Across the listing below, state how many lines hold the string "numbered"; write nothing but that number.

----- TASK INPUT

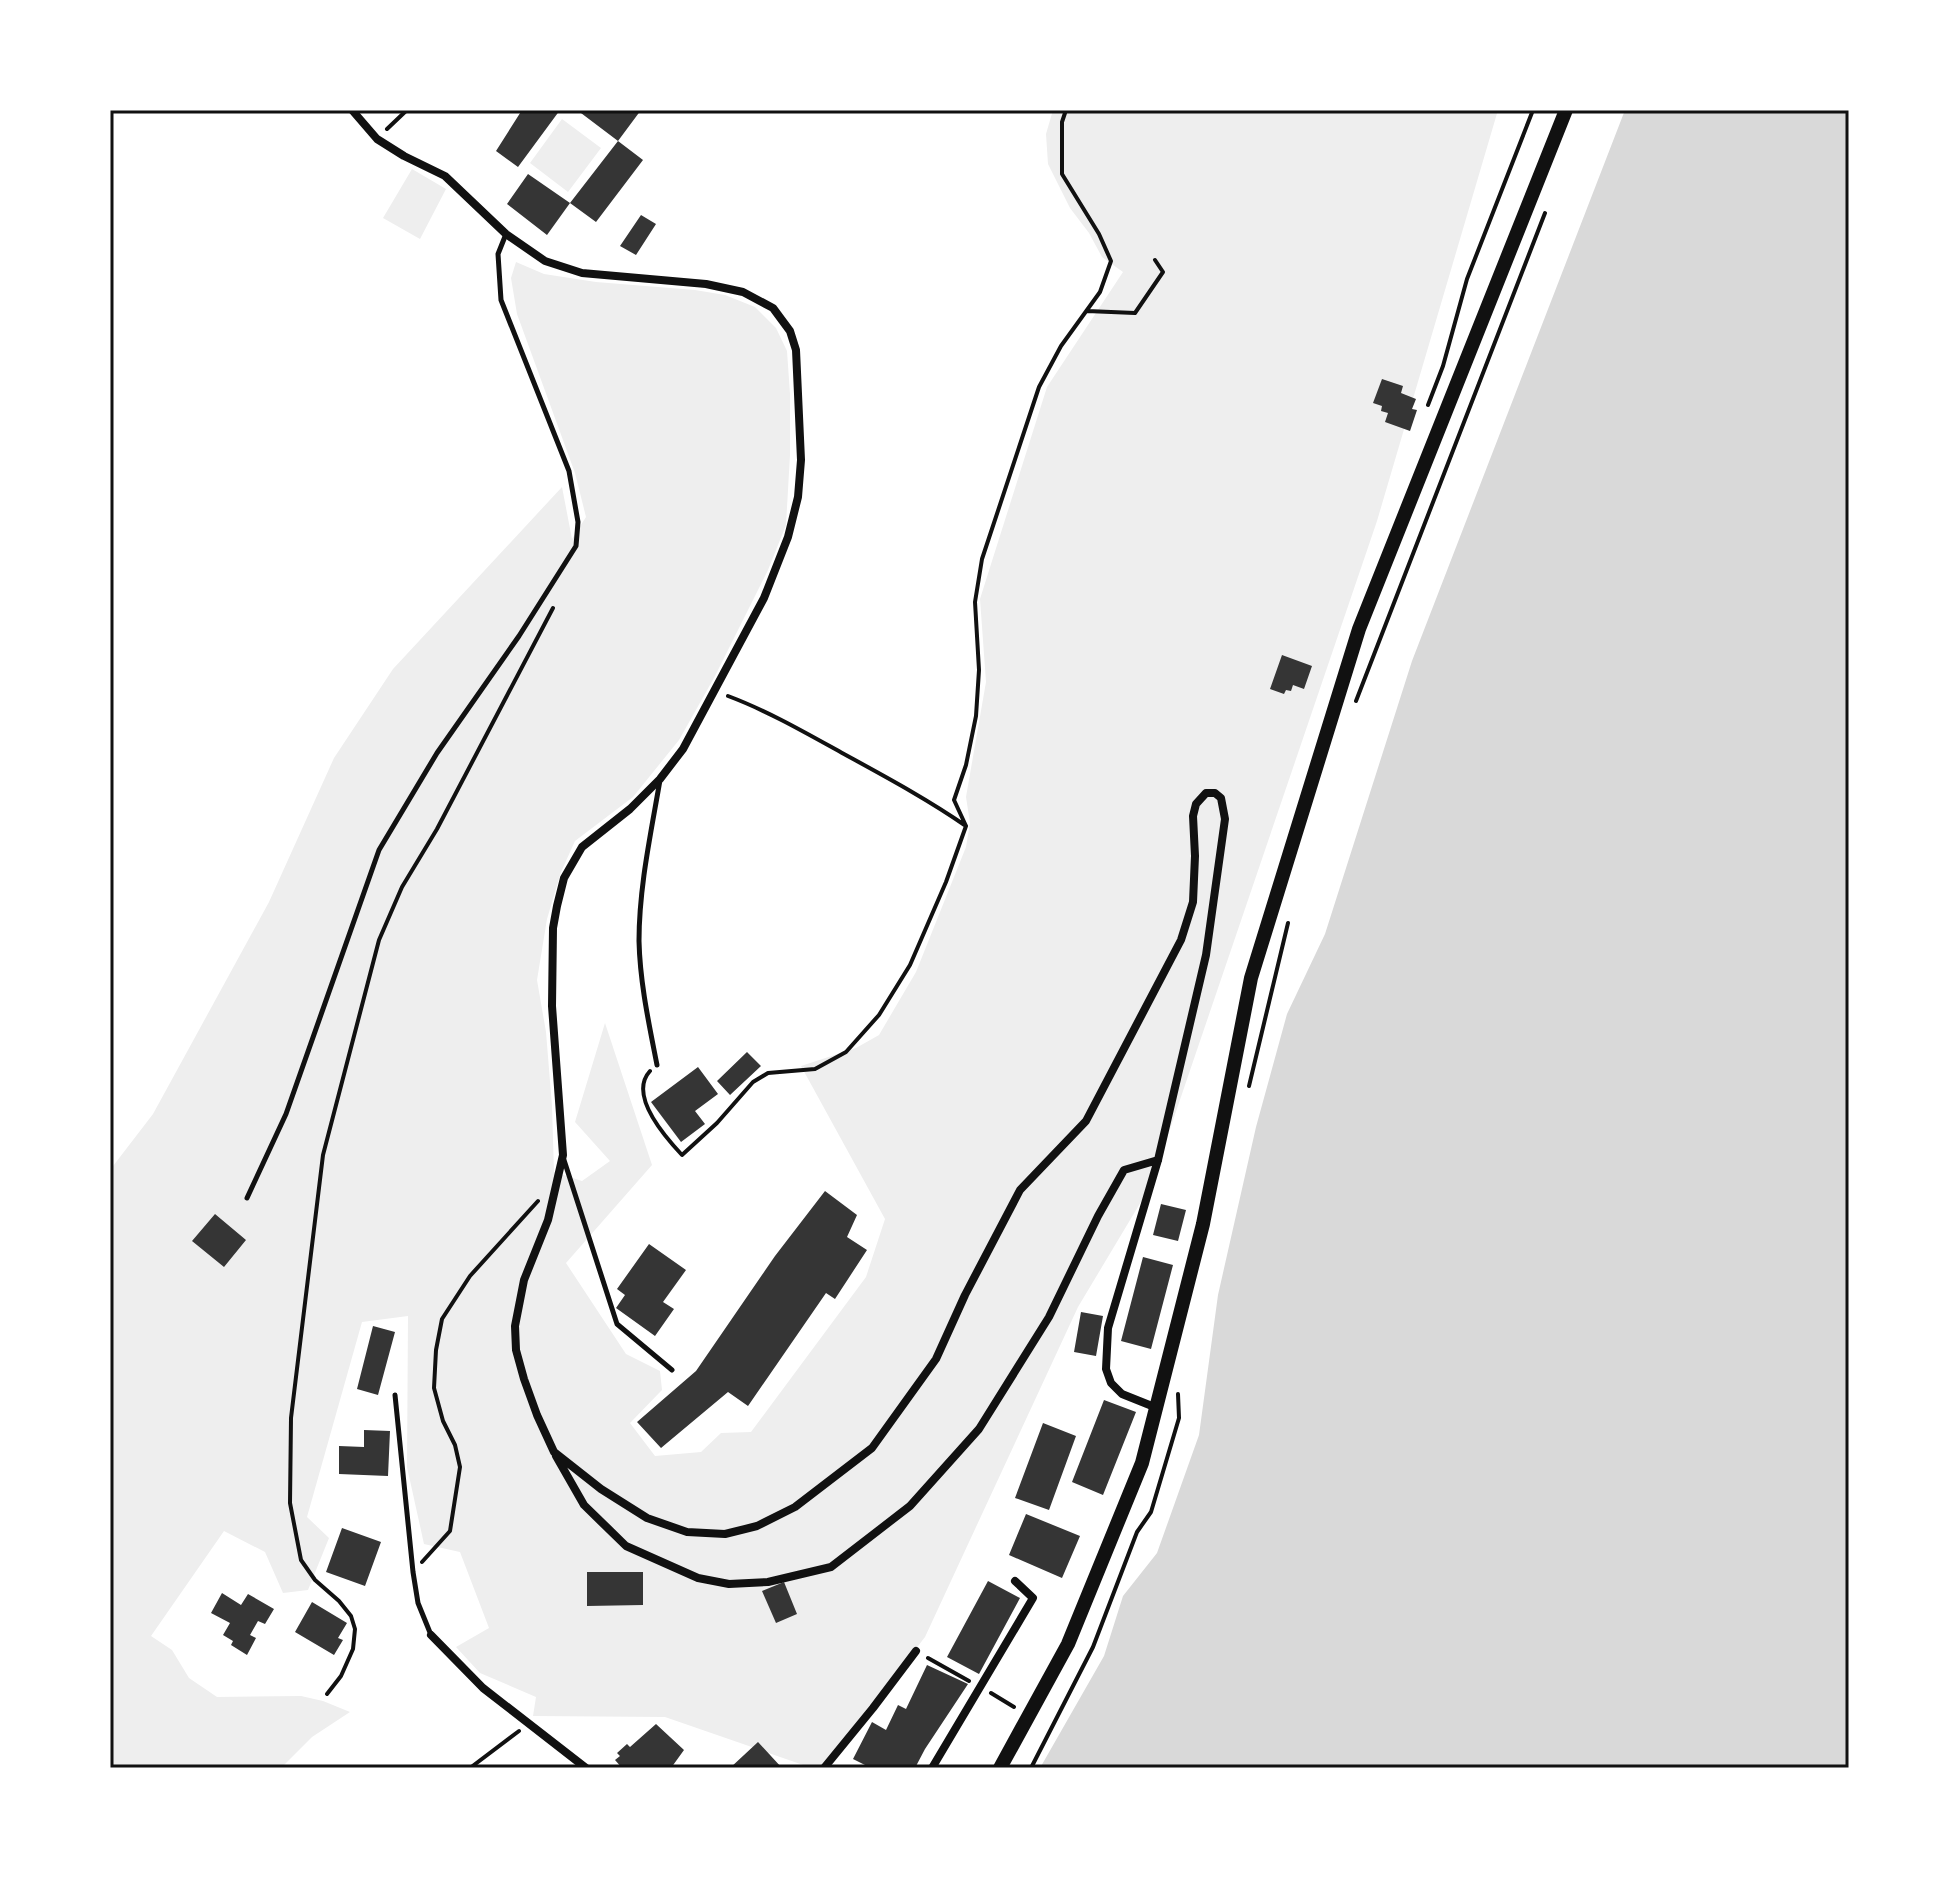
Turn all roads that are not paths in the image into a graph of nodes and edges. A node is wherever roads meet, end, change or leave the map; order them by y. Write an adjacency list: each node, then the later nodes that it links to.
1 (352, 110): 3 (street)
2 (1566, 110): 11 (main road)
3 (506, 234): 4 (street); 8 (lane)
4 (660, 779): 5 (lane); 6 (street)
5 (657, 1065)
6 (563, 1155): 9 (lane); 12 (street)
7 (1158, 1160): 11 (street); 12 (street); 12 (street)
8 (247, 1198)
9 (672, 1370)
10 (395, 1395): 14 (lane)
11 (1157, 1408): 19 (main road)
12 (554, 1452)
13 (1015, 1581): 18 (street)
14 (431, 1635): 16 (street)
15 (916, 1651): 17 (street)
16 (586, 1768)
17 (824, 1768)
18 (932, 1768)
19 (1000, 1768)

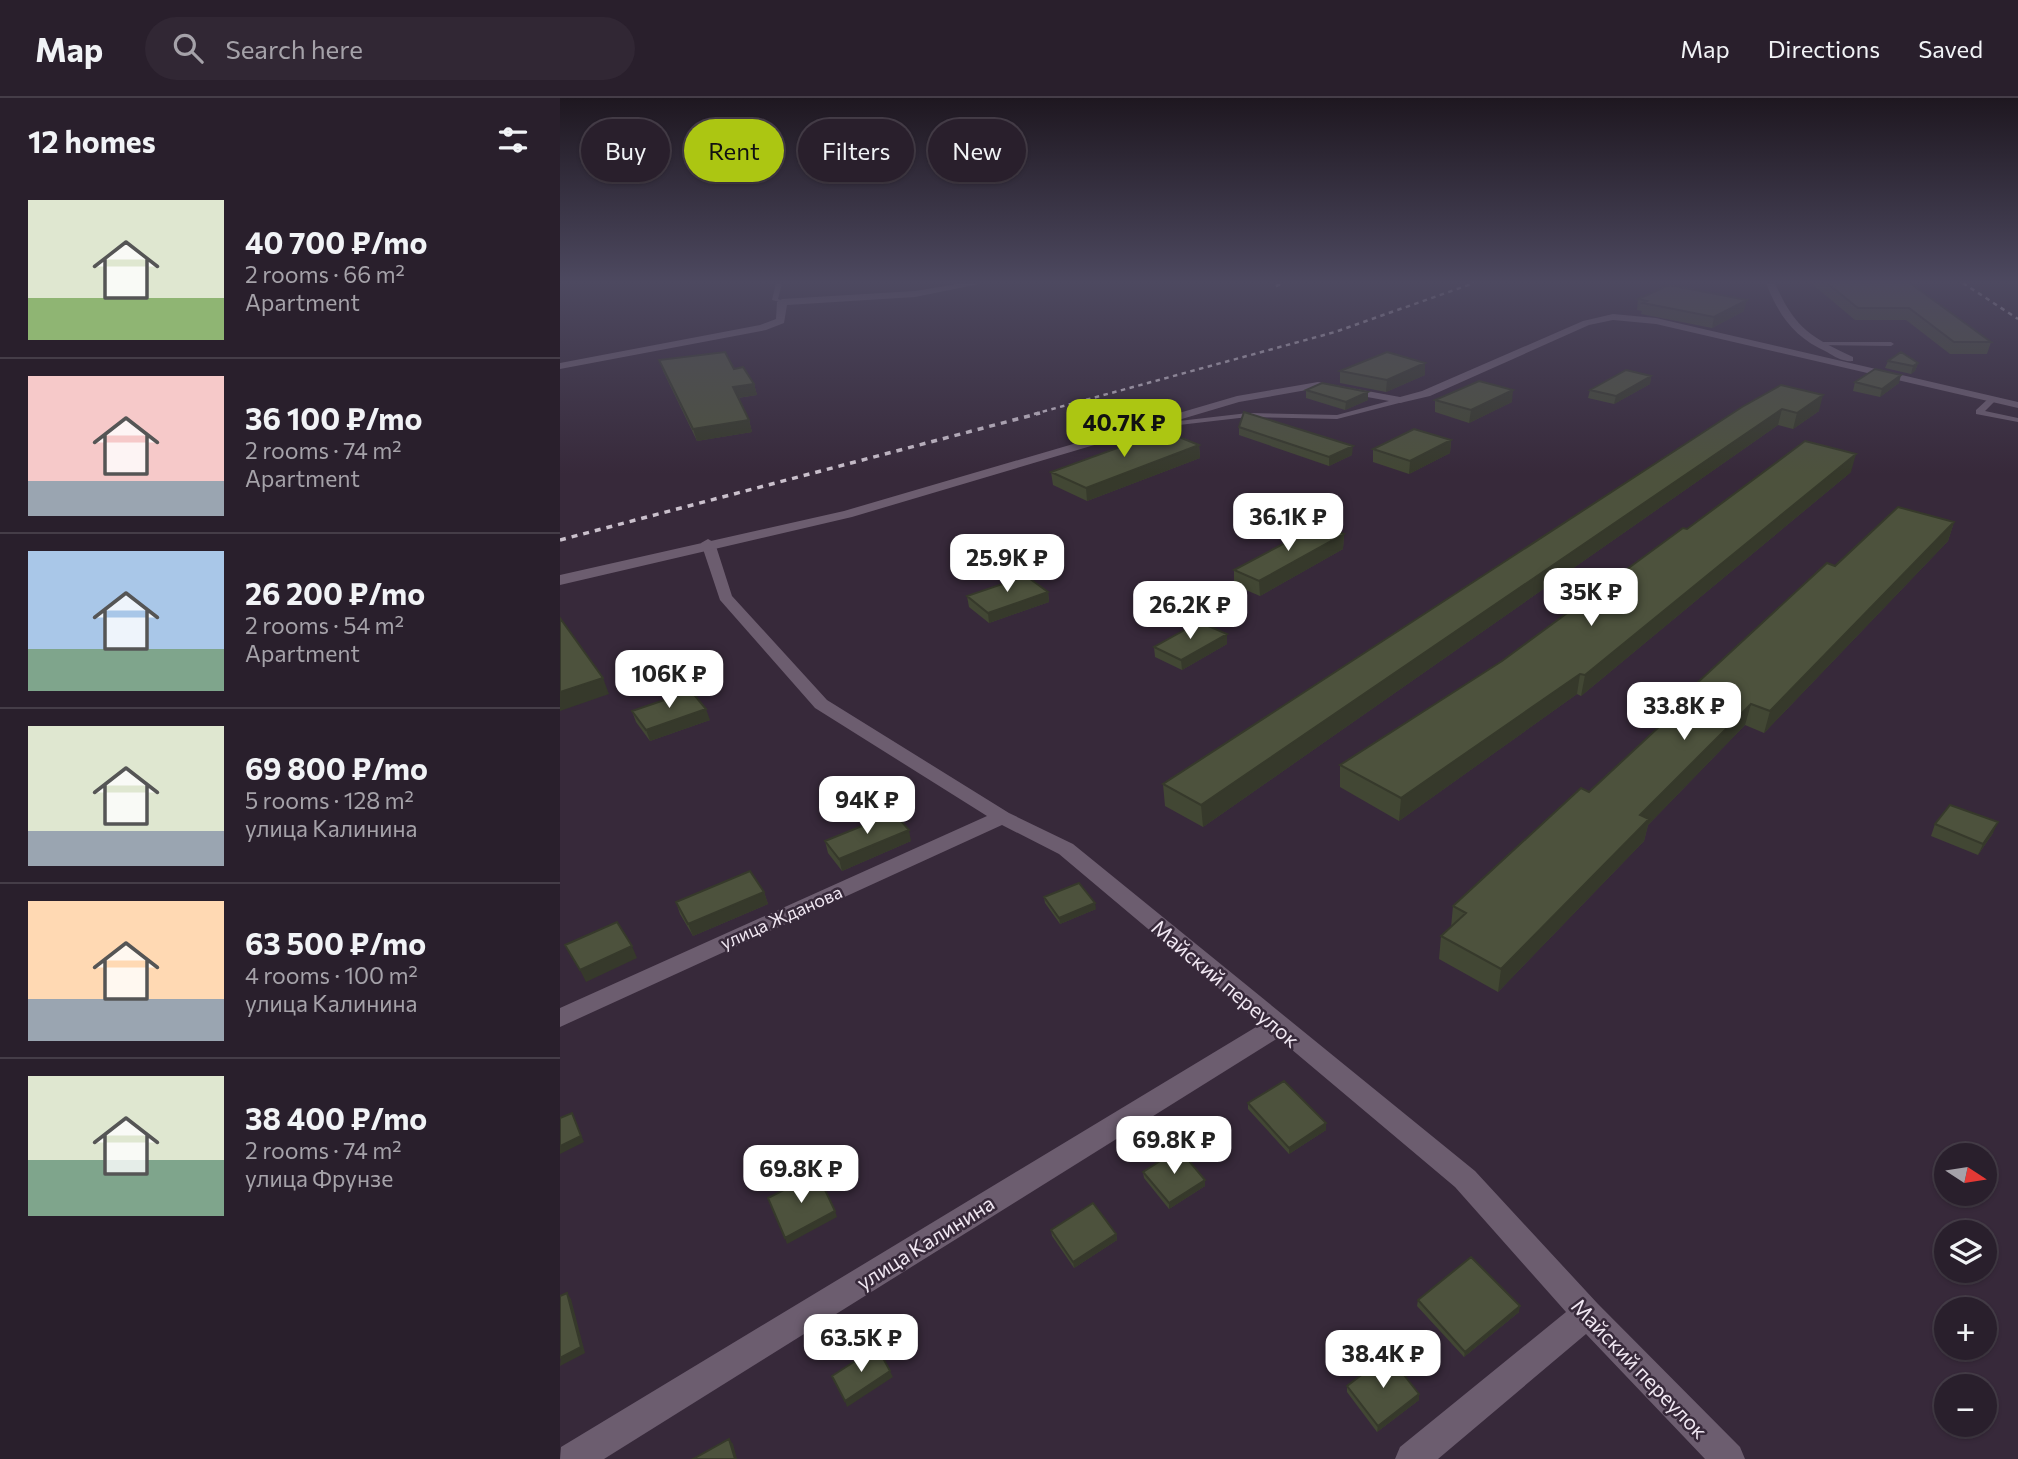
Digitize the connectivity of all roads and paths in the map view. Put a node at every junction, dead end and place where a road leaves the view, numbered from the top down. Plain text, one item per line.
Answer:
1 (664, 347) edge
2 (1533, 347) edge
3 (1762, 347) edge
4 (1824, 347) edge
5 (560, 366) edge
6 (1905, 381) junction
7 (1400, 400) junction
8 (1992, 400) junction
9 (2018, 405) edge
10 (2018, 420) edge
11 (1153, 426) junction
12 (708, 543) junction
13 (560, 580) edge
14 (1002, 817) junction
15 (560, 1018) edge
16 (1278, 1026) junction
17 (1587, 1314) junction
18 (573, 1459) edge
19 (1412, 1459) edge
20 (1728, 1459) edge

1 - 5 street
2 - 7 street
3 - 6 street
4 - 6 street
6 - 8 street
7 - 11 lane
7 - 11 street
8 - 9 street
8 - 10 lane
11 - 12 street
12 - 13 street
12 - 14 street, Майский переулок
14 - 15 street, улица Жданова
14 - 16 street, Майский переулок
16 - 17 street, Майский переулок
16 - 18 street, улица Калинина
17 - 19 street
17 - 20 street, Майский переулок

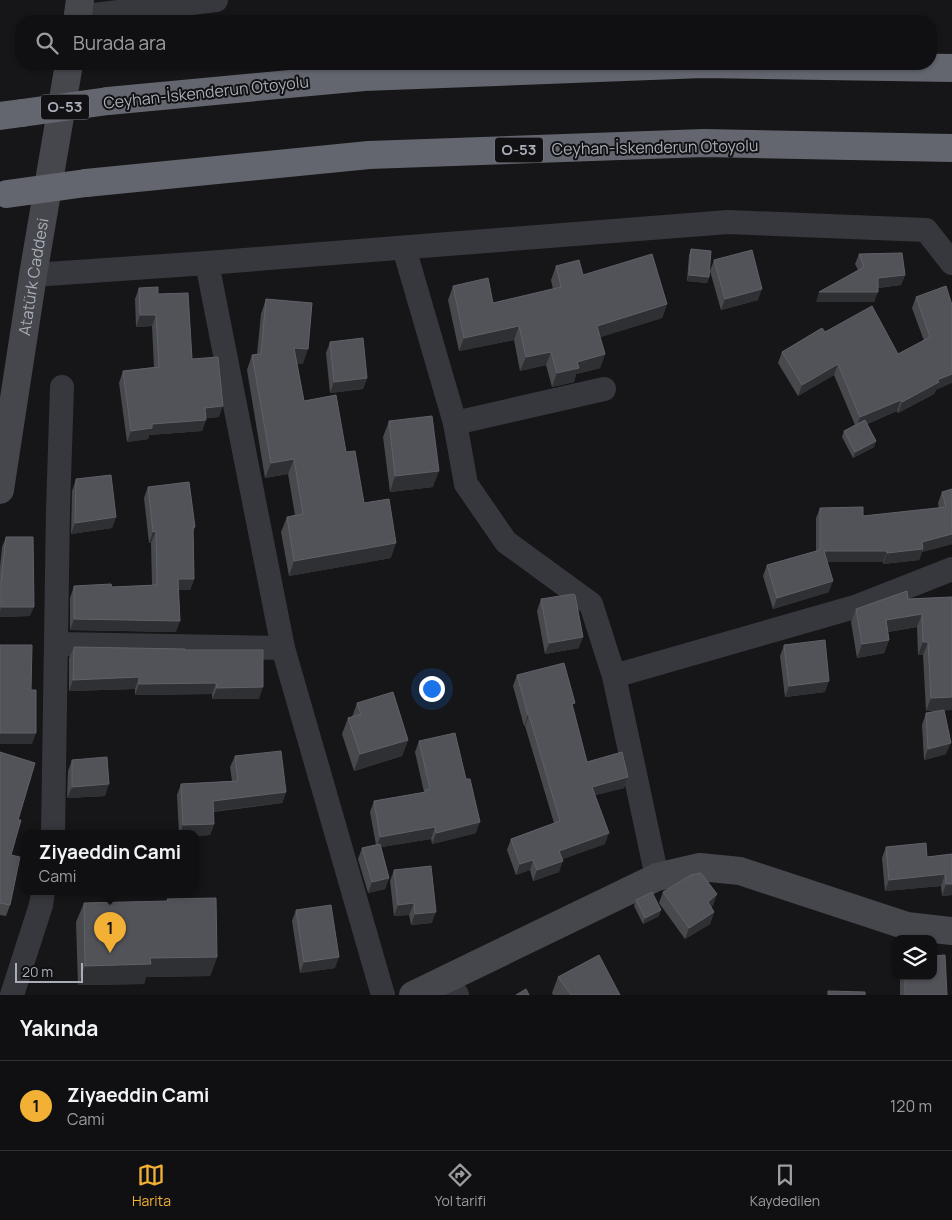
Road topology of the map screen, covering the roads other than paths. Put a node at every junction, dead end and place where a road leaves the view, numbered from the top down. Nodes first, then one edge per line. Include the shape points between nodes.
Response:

----------

_YOUR RESPONSE_
2